#### Listed records:
* * * * * * *
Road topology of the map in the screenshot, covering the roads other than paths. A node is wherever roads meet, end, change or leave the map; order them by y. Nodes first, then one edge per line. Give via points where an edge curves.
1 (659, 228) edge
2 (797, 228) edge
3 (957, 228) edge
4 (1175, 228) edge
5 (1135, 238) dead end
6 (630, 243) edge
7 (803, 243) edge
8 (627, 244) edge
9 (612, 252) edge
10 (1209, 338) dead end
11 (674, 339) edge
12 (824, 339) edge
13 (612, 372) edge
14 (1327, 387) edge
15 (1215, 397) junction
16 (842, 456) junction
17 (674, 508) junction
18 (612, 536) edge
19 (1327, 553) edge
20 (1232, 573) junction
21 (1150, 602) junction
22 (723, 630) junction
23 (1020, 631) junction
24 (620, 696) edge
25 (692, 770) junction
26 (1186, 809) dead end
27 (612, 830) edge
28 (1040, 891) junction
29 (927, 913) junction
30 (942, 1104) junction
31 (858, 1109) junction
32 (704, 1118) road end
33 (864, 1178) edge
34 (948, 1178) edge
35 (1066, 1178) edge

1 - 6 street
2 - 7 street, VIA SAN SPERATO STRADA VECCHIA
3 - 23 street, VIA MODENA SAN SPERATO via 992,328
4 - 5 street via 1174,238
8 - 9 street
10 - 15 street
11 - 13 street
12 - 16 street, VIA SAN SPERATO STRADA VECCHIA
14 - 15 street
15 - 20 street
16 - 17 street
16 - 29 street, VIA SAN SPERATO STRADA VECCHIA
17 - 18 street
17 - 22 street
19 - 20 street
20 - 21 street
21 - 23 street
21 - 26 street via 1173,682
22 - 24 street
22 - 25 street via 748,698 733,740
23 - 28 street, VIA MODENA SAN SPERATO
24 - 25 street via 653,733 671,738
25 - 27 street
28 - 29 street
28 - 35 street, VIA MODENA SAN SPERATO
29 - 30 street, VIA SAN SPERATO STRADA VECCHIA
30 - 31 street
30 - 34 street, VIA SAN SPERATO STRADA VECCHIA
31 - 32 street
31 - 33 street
* * * * * * *
#### To do:
Tally the lines of the listing that include "junction". Reply with nothing but the count.

#### Task response:
12